TRENMEDIA.BIZ.ID - Menteri Komunikasi dan Digital (Menkomdigi) Meutya Viada Hafid menyambut antusias peluncuran Zankore by Indosat, sebuah proyek ambisius pembangunan AI Factory terbesar di Asia Tenggara. Langkah strategis ini diharapkan dapat memposisikan Indonesia sebagai pusat pengembangan kecerdasan buatan (AI) terkemuka di kawasan.

AI Factory merupakan hasil kolaborasi kuat antara Indosat Ooredoo Hutchison, Ooredoo Group, Nokia, dan NVIDIA. Infrastruktur canggih ini ditargetkan untuk mencapai kapasitas komputasi yang sangat besar, yakni hingga 1 gigawatt (GW) dalam kurun waktu tiga tahun mendatang.

Menkomdigi Meutya Viada Hafid menyatakan bahwa masuknya investasi dari empat raksasa teknologi global ini merupakan bukti nyata peningkatan kepercayaan dunia terhadap prospek ekonomi digital Indonesia. Pemerintah pun menegaskan komitmennya untuk terus mendukung pertumbuhan industri AI di dalam negeri.

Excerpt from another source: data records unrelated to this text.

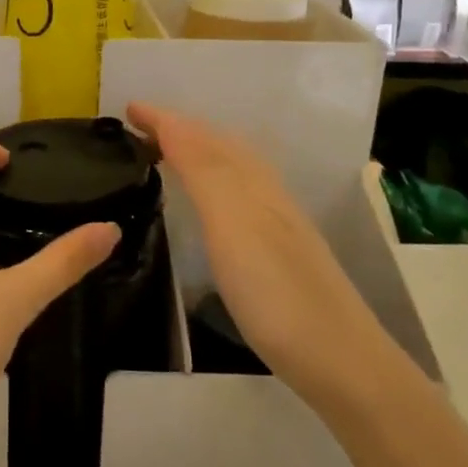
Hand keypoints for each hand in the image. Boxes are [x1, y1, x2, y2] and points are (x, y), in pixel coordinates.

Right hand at [127, 103, 388, 393]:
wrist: (339, 358)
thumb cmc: (275, 292)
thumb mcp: (233, 225)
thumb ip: (205, 172)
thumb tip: (174, 123)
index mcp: (250, 183)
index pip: (201, 137)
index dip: (165, 120)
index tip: (128, 108)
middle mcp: (265, 194)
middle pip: (221, 147)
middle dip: (181, 129)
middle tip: (141, 127)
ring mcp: (276, 223)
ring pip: (232, 170)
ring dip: (198, 152)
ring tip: (166, 154)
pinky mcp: (278, 252)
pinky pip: (237, 195)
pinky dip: (213, 182)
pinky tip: (209, 205)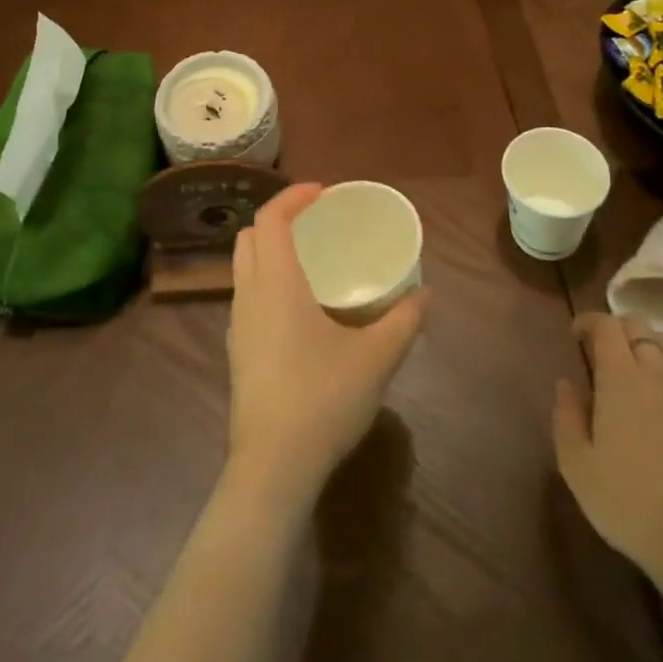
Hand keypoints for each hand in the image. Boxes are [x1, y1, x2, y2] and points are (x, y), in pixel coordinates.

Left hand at [226, 184, 426, 510]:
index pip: (270, 218)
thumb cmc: (322, 400)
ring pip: (243, 267)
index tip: (322, 192)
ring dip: (268, 250)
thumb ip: (403, 322)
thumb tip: (426, 295)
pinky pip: (246, 296)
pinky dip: (265, 280)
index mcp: (276, 283)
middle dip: (277, 218)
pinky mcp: (237, 352)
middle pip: (249, 237)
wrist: (272, 469)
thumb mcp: (375, 358)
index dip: (292, 196)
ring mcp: (237, 326)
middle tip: (314, 221)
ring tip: (308, 259)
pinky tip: (298, 307)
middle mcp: (248, 295)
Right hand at [553, 313, 662, 620]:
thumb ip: (565, 415)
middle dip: (617, 329)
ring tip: (633, 371)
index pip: (606, 324)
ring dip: (646, 345)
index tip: (575, 337)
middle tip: (601, 352)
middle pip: (639, 326)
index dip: (588, 321)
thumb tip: (566, 383)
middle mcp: (658, 372)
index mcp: (621, 376)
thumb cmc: (628, 502)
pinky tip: (662, 400)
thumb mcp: (576, 464)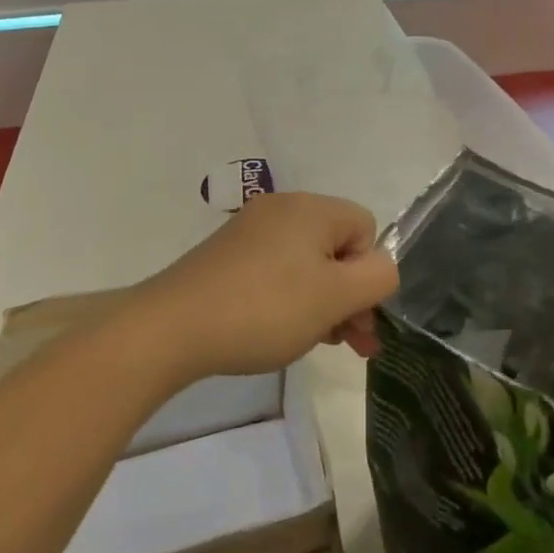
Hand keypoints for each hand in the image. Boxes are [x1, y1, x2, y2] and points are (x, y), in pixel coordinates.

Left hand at [130, 192, 398, 382]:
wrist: (172, 327)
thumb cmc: (265, 309)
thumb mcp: (335, 297)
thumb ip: (377, 278)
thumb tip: (380, 268)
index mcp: (311, 208)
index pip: (365, 228)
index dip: (367, 272)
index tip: (352, 312)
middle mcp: (281, 208)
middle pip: (336, 247)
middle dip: (349, 295)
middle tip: (350, 344)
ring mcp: (249, 230)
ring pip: (307, 263)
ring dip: (321, 302)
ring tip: (317, 342)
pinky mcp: (227, 255)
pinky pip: (275, 271)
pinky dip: (288, 299)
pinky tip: (281, 331)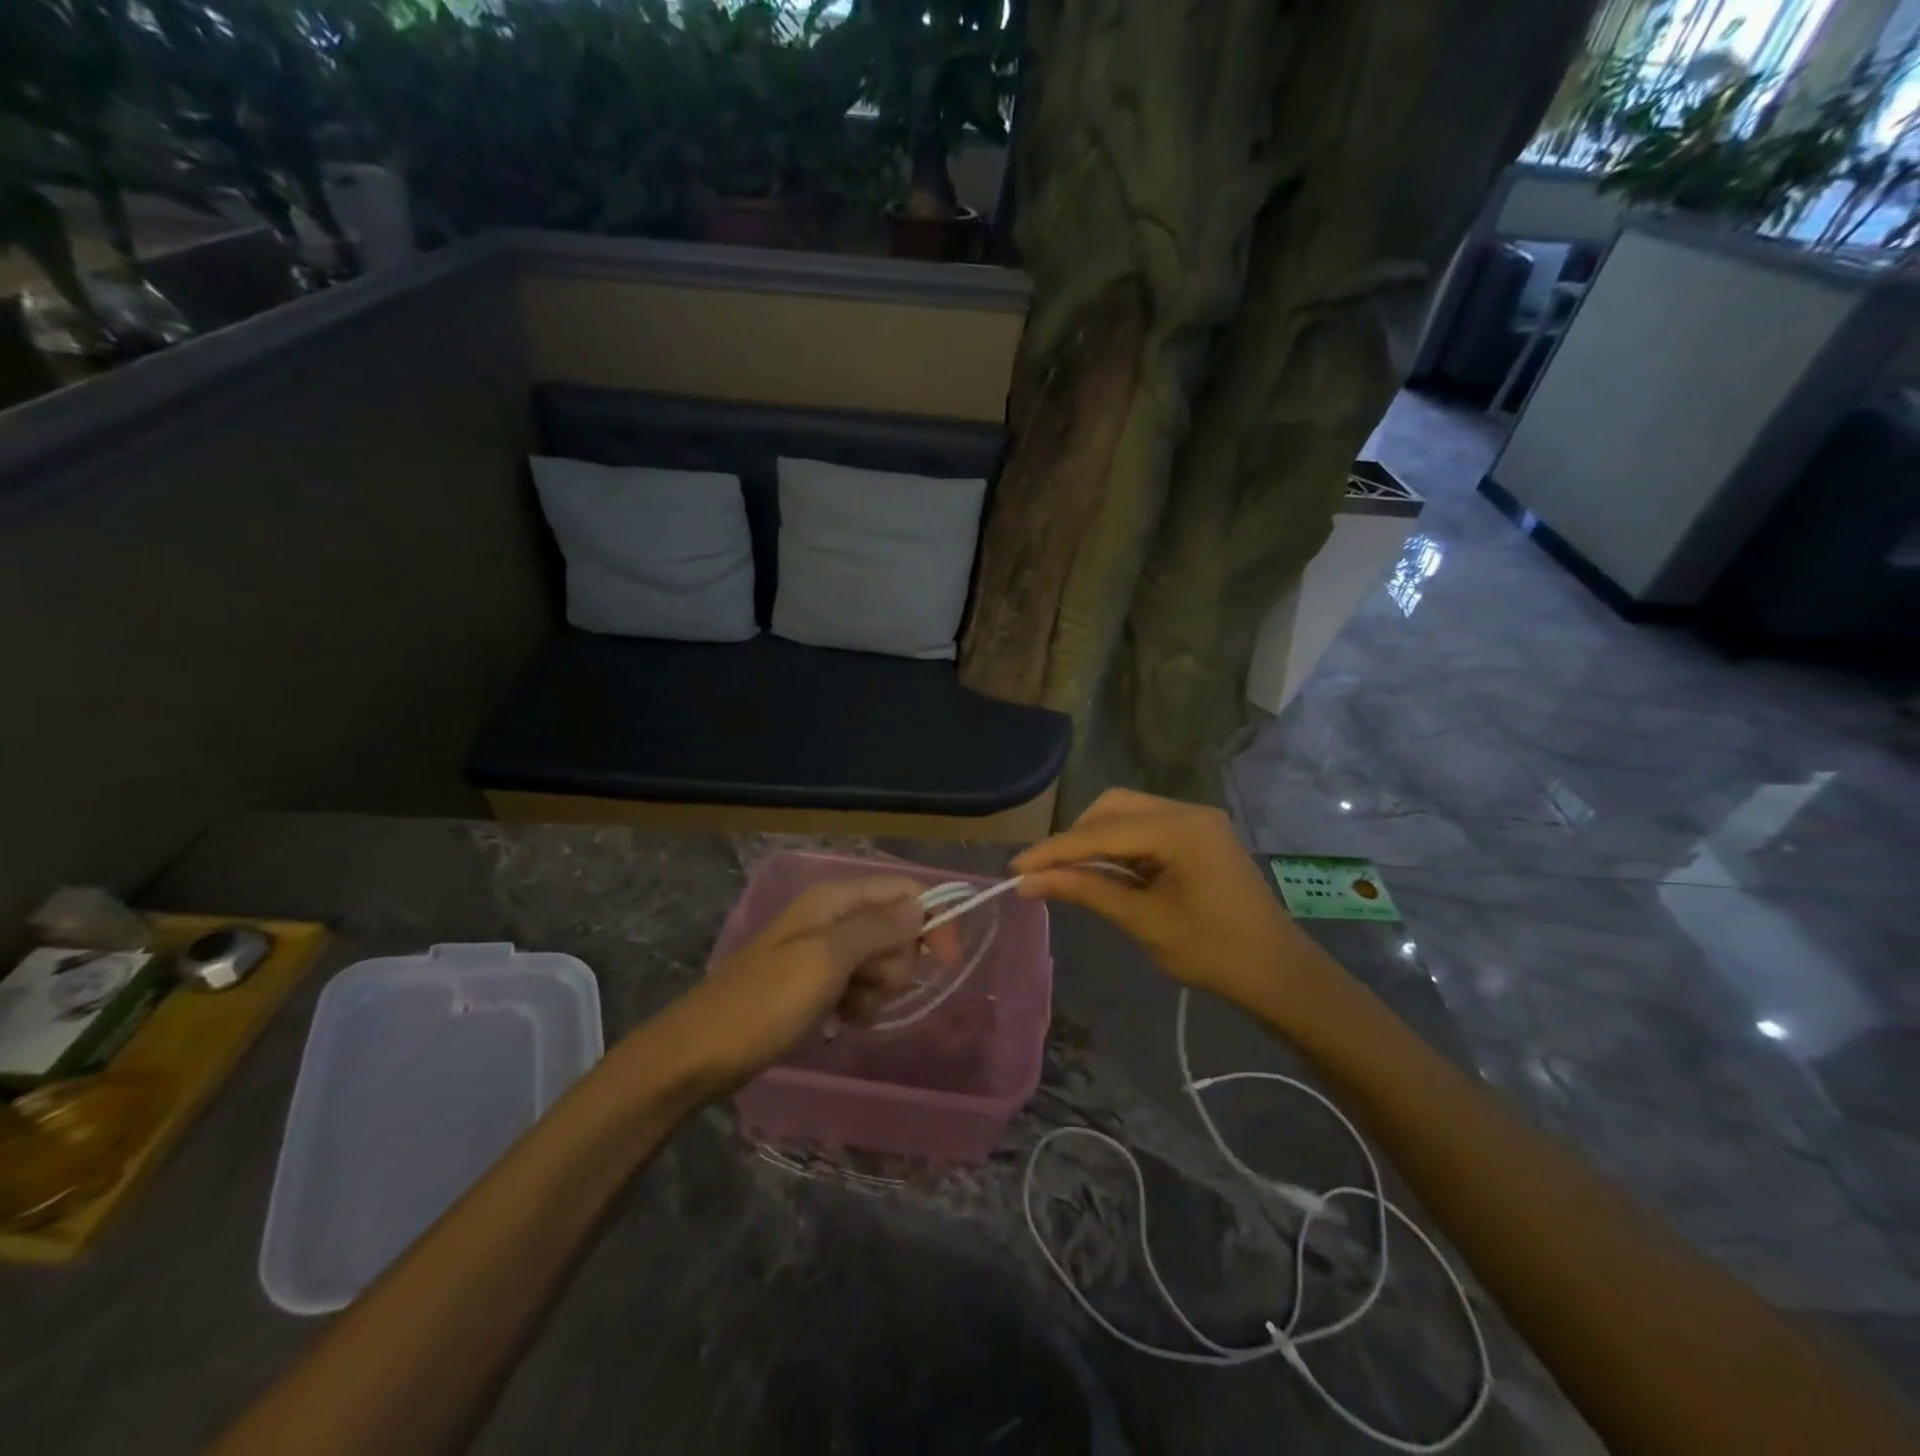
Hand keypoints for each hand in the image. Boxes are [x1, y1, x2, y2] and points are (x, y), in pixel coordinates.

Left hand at [645, 875, 926, 1097]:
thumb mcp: (826, 961)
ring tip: (849, 1009)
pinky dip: (861, 1002)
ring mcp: (823, 951)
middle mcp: (832, 917)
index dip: (931, 921)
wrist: (700, 1054)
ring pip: (882, 961)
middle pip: (897, 928)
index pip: (903, 892)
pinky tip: (843, 1020)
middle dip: (896, 963)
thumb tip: (921, 908)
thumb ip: (877, 929)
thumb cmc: (764, 1003)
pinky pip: (860, 985)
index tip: (947, 962)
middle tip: (867, 987)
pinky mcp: (816, 982)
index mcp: (834, 899)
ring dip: (878, 989)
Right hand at [1012, 788, 1315, 1009]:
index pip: (1101, 832)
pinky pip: (1145, 828)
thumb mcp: (1143, 921)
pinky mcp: (1198, 835)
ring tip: (1070, 875)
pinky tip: (1104, 872)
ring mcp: (1196, 821)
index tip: (1015, 867)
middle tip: (1047, 872)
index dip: (1054, 850)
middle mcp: (1188, 811)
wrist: (1279, 973)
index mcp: (1180, 828)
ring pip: (1127, 814)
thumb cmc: (1213, 952)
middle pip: (1112, 807)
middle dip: (1076, 837)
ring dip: (1095, 840)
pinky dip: (1119, 847)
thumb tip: (1028, 883)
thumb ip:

"Pemerintah menyambut baik komitmen empat perusahaan teknologi global untuk membangun AI Factory di Indonesia. Investasi ini menunjukkan semakin tingginya kepercayaan dunia terhadap masa depan ekonomi digital Indonesia, sekaligus memperkuat posisi Indonesia sebagai tujuan investasi teknologi bernilai tinggi," ujar Meutya Viada Hafid di Kantor Kemenkomdigi Jakarta, Jumat (7/8/2026).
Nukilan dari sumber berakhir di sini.